Interview de Xu Yi, réalisée au C.D.M.C.,
le 22/3/2005, par Marc Mathey.
MM : Dans le Plein du Vide y a-t-il une relation avec le Yin et le Yang ?
Xu Yi : Evidemment, le Plein, le Vide. C’est vraiment dans le sens Yin et Yang. C’est vraiment un propos philosophique chinois. Vous connaissez sûrement les livres de François Cheng. Justement, il dit que le ciel et la terre par leur interaction sont en même temps l’espace et le temps. Les deux sont solidaires et transmuables, animés qu’ils sont par les mêmes souffles vitaux.
Dans la pièce le Plein du Vide, Yin et Yang sont en mutation permanente : on ne peut pas dire qu’il s’agit de tel ou tel moment . Le temps et l’espace vivent toujours avec l’homme, mais cela varie avec les branches philosophiques. Par exemple, pour Confucius, l’homme est un homme est un homme du temps. Pour Lao-Tseu, l’homme est un homme de l’espace.
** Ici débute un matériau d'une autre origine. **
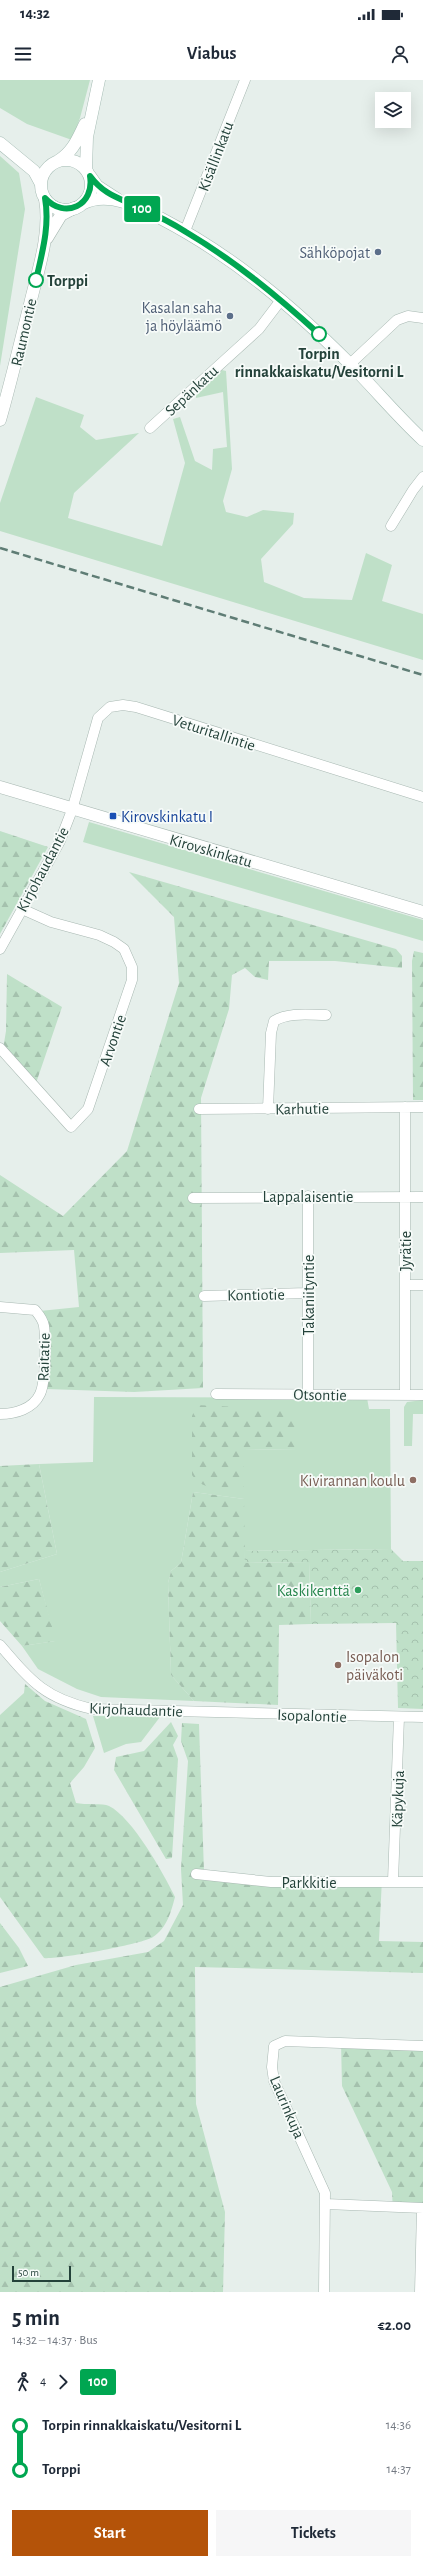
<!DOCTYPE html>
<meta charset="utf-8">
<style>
body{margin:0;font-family:"Alegreya Sans",sans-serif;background:#f6f6f7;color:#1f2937;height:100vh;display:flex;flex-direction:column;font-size:15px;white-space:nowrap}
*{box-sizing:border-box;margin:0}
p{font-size:13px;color:#747a83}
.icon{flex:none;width:22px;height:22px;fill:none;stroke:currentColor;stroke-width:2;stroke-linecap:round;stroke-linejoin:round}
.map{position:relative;height:2212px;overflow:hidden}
.side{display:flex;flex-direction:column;background:#fff;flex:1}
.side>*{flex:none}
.badge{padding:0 8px;border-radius:3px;font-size:14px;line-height:26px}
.controls{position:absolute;left:375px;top:12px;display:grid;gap:8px}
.controls a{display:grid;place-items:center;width:36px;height:36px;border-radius:0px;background:#fff;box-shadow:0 4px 16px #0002;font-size:20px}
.scale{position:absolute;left:12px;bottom:10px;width:59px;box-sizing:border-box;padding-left:4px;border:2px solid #24423a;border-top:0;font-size:11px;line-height:14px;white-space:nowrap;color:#24423a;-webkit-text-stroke:3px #f7fbf9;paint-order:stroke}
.map>.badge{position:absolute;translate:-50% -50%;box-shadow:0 0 0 2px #fff}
.legs{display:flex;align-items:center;gap:6px;height:44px;padding:0 12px;font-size:13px}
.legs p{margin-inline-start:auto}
.overview{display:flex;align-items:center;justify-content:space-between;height:68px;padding:0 12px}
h1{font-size:22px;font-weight:700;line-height:30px}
.action{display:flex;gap:8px;margin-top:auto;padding:8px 12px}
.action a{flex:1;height:46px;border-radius:0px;background:#b45309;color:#fff;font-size:16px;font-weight:700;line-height:46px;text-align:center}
.action a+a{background:#f6f6f7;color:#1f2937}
ul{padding:0 12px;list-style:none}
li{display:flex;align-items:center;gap:14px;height:44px;font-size:15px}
li i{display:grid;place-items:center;width:6px;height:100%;margin:0 5px;background:currentColor}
li i::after{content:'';width:10px;height:10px;margin:-5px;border:3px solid;border-radius:50%;background:#fff}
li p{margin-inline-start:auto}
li:first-child i{background:linear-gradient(#0000 50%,currentColor 0)}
li:last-child i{background:linear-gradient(currentColor 50%,#0000 0)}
.status{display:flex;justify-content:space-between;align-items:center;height:28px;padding:0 20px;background:#fff;direction:ltr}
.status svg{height:11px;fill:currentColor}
header{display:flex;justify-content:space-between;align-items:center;height:52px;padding:0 12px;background:#fff;font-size:18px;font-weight:700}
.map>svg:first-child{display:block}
</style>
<div class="status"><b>14:32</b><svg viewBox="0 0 49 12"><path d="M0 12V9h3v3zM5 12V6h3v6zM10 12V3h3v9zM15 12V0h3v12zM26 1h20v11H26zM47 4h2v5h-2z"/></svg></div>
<header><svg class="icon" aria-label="menu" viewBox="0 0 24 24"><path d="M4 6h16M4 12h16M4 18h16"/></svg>Viabus<svg class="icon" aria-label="person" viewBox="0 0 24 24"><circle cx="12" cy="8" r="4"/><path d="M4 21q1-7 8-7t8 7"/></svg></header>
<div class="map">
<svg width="423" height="2212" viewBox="0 0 423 2212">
<defs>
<pattern id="forest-firs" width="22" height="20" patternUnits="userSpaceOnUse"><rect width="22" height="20" fill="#bfe0c8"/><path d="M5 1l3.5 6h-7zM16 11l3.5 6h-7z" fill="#a4c1ad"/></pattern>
<pattern id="park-crowns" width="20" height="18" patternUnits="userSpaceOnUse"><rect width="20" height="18" fill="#bfe0c8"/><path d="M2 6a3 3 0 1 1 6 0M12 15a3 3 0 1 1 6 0" fill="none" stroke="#a4c1ad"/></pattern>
</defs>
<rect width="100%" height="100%" fill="#e6efeb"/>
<path fill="#bfe0c8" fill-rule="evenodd" d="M0 0H90L80 38 72 60 27 44 0 28Z
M0 76 19 93 25 129 0 286Z
M222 290 226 291 232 389 223 421 226 432 247 437 263 430 294 433 293 444 261 479 264 502 304 518 352 520 366 473 392 485 382 521 423 534V580L0 451V423L36 317 84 335 80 347 96 360 139 353 74 413 68 438 162 466 185 383 173 339 180 337 195 381 212 390 213 369 227 367 223 312 196 318V313Z
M89 742 423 840V861L83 762Z
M94 1317 367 1318 369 1329H390L391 1469 244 1471V1419L193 1412 181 1483 171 1491 168 1503 171 1595 194 1621 101 1617 77 1609 38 1589 22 1566 55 1561 39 1499 0 1507V1492L57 1474 39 1384 93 1382ZM297 1330V1369L243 1370Z
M423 1320V1334H413L412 1366H404V1327L407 1322Z
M93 1636 160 1637 141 1662 126 1664 104 1673Z"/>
<path fill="url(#forest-firs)" d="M0 751 48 767 0 854Z
M129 792 396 869 402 876V888L335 881H269L268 900 255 897 245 888 232 895 229 929 201 1018 203 1308 134 1312 46 1309 40 1231 79 1227 74 1170 0 1173V1095L63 1136 127 1071 179 903 174 837Z
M414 871 423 873V1020H413L412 881Z
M7 894 62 927 35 1006 3 969 6 951Z
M197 1325 297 1330 298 1369 244 1370V1411C225 1409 204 1412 192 1395V1336Z
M39 1384 57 1474 0 1492V1386Z
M193 1412 244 1419 245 1483 309 1482 311 1544 279 1545 278 1625 194 1621 171 1595 168 1503 171 1491 181 1483Z
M39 1499 56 1561 22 1566 0 1541V1507Z
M25 1604 45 1621 86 1639 95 1668 84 1687 70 1703 76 1723C85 1725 103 1723 109 1726 132 1737 164 1794 175 1817 171 1832 167 1848 153 1857 143 1864 56 1880 44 1878L0 1817V1635L24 1613Z
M171 1642 178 1656 173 1665 178 1679 172 1778 166 1779 114 1690 116 1677 144 1671Z
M182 1643 199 1644 204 1792 251 1797 382 1798 379 1861 423 1862V1893L195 1887 196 2024 225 2132 223 2212H0V1907L76 1885 148 1872 164 1861 183 1825 181 1789 188 1681 181 1661Z
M0 1843 19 1868 28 1886 0 1893Z
M341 1962 423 1963V2212L420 2131H393L392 2112 342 2006Z"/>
<path fill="url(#park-crowns)" d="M391 1469 403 1481H423V1629L398 1628 396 1543 311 1544 309 1482 245 1483 244 1471Z"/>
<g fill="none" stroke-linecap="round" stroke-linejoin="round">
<g stroke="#a8b8b2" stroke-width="11">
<path id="minor" d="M185 151 245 0
M350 284 397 240 408 236 423 238
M150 348 259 249 281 220
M391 446 413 410 423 397
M0 869 60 761 72 730 98 638 110 627 123 625 136 627 423 717
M0 968 71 1047 88 1029 132 900V887L124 869 114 862 99 855 51 842 22 829
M405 1027V1315
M199 1029 423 1027
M268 1029 271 953 274 941C289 932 309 935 326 935
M308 1116V1314
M193 1118 423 1117
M405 1205H423
M204 1216 307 1213
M0 1227 35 1230C39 1235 43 1239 44 1246 46 1261 46 1301 40 1314 33 1329 15 1334 0 1334
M216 1314 423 1315
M0 1565C31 1601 44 1618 92 1629L423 1637
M196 1794 271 1802H423
M393 1801 399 1637
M326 2124 423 2128
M324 2212 325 2113 274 2001 272 1987 274 1966 285 1961 423 1966
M420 2212 422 2128"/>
</g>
<g stroke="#a8b8b2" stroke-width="13">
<path id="tertiary" d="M47 158 61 135 74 128
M0 340C11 302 20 263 30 224 38 190 51 154 45 119
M0 707 423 832"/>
</g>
<g stroke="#a4bbb3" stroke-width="13">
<path id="secondary" d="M0 63 34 91 41 104
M41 105a25 25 0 1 1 50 0a25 25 0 1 1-50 0Z
M58 81C73 72 78 58 85 44
M86 89 87 57 99 0
M90 96 97 106 117 119
M82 124C108 110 139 127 162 139 233 176 293 227 349 283 374 308 397 336 423 360"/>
</g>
<use href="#minor" stroke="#fff" stroke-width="10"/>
<use href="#tertiary" stroke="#fff" stroke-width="12"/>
<use href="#secondary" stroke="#fff" stroke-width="12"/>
<path stroke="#5f7d75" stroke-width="2.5" stroke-dasharray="8 4" stroke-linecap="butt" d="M0 468 423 595"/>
</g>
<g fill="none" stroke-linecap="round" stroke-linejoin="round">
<g stroke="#fff" stroke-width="9">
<path id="line-1" d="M36 200C42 173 50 146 45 118 65 140 95 125 90 96 105 116 120 118 140 128 156 135 172 143 186 152 235 181 277 216 319 254"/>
</g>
<use href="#line-1" stroke="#00a651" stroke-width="6"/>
</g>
<g fill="#5c6f8a" stroke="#f7fbf9" stroke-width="1.5">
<circle cx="378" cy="172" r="4"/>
<circle cx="230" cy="236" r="4"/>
</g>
<g fill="#fff" stroke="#00a651" stroke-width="2">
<circle cx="36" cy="200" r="7"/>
<circle cx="319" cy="254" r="7"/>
</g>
<rect fill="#1a4fb4" stroke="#f7fbf9" stroke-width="1.5" x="109" y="732" width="8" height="8" rx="2"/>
<g fill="#8d6e63" stroke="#f7fbf9" stroke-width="1.5">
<circle cx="413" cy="1400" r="4"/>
<circle cx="338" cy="1585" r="4"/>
</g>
<circle fill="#2e9e5b" stroke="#f7fbf9" stroke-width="1.5" cx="358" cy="1510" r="4"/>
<g text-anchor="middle" stroke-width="3.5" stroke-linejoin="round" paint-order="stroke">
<g font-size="16" fill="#24423a" stroke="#f7fbf9">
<text transform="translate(215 76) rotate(-69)" y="6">Kisällinkatu</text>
<text transform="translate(23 252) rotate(-77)" y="6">Raumontie</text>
<text transform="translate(191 310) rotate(-43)" y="6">Sepänkatu</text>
<text transform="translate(214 652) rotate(18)" y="6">Veturitallintie</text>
<text transform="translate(211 770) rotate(16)" y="6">Kirovskinkatu</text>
<text transform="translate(42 789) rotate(-62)" y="6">Kirjohaudantie</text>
<text transform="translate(112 960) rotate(-71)" y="6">Arvontie</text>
<text transform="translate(302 1028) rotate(-1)" y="6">Karhutie</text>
<text x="308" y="1122">Lappalaisentie</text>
<text transform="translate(405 1171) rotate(-90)" y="6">Jyrätie</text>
<text transform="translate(256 1214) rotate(-1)" y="6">Kontiotie</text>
<text transform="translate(308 1215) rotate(-90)" y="6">Takaniityntie</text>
<text transform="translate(43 1277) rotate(-88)" y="6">Raitatie</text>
<text transform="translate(320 1314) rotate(1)" y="6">Otsontie</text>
<text transform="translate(136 1629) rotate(2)" y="6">Kirjohaudantie</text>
<text transform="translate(312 1635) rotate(2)" y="6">Isopalontie</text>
<text transform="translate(397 1719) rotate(-88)" y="6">Käpykuja</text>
<text x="309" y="1808">Parkkitie</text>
<text transform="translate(288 2027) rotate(67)" y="6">Laurinkuja</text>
</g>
<g font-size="16" fill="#4e5e75" stroke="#f7fbf9" text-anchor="end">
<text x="370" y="178">Sähköpojat</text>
<text x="222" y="233">Kasalan saha<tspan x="222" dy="18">ja höyläämö</tspan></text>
</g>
<g font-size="16" font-weight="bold" fill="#24423a" stroke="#f7fbf9" text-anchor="start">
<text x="47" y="206">Torppi</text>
<text x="319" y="279" text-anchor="middle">Torpin<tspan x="319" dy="18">rinnakkaiskatu/Vesitorni L</tspan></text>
</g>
<g font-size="16" fill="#164399" stroke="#f7fbf9" text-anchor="start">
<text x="121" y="742">Kirovskinkatu I</text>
</g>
<g font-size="16" fill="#785e54" stroke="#f7fbf9" text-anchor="end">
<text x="405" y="1406">Kivirannan koulu</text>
<text x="346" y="1582" text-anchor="start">Isopalon<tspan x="346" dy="18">päiväkoti</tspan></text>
</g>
<g font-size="16" fill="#27864d" stroke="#f7fbf9" text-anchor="end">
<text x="350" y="1516">Kaskikenttä</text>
</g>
</g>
</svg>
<div class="controls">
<a><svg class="icon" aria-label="layers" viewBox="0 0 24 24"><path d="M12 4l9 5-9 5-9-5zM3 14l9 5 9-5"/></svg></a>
</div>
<div class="scale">50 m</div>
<b class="badge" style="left:142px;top:129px;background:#00a651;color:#fff">100</b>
</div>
<section class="side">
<div class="overview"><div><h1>5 min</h1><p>14:32 – 14:37 · Bus</p></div><b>€2.00</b></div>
<div class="legs"><svg class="icon" aria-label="walk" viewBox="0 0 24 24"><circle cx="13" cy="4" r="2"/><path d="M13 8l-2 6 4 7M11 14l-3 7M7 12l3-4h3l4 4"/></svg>4<svg class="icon" aria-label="forward" viewBox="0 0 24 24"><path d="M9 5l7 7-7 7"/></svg><b class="badge" style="background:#00a651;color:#fff">100</b></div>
<ul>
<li><i style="color:#00a651"></i><b>Torpin rinnakkaiskatu/Vesitorni L</b><p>14:36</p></li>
<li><i style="color:#00a651"></i><b>Torppi</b><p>14:37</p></li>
</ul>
<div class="action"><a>Start</a><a>Tickets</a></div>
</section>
Si vous regardez la philosophie chinoise, tout est lié le I Ching, le taoïsme…
MM : Comment pourriez-vous définir votre style musical ?
Xu Yi : Cela est lié à ma culture : je dis toujours que j’ai l’âme chinoise et le cœur français. Je pense, en tant qu’artiste, que l’art est un reflet de notre personnalité. Je peux créer grâce à cette double culture.
MM : Y a-t-il un lien entre votre œuvre et la musique chinoise traditionnelle ou contemporaine ?
Xu Yi : Les musicologues parlent à propos de ma musique d’abstraction. Même si parfois j’utilise des instruments chinois, je ne veux pas d’une musique superficielle, d’une chinoiserie. S’il y a des éléments chinois, ils sont ancrés profondément. Ils constituent une force sous-jacente.
MM : Et Gérard Grisey ?
Xu Yi : Gérard, c’est mon maître. On s’appréciait beaucoup. La première pièce que j’ai entendue de lui est Jour contre Jour. Il y a des allusions à la musique spectrale. Mais, c’est une influence générale et je ne peux vous dire quand cela est présent. Souvent, toutefois, vous trouverez l’emploi des micro-intervalles que l’on trouve aussi dans la musique chinoise traditionnelle.
MM : Je pense aux nappes qui sont faites par les violons dans le suraigu. Faut-il y voir l’influence de Grisey, voire de Xenakis ou de Penderecki ?
Xu Yi : Mais, quand on est en état de composition, on est un peu inconscient. Je ne peux pas vous dire. J’utilise, certes, le système spectral, mais j’ai élaboré mon propre langage harmonique. Je ne donne pas dans la théorie : je préfère rester à ma place de compositrice.
Dans le Plein du Vide, le rythme est issu du I Ching. Cela me dirige un peu, mais si cela conduit à une impasse, je ne continue pas.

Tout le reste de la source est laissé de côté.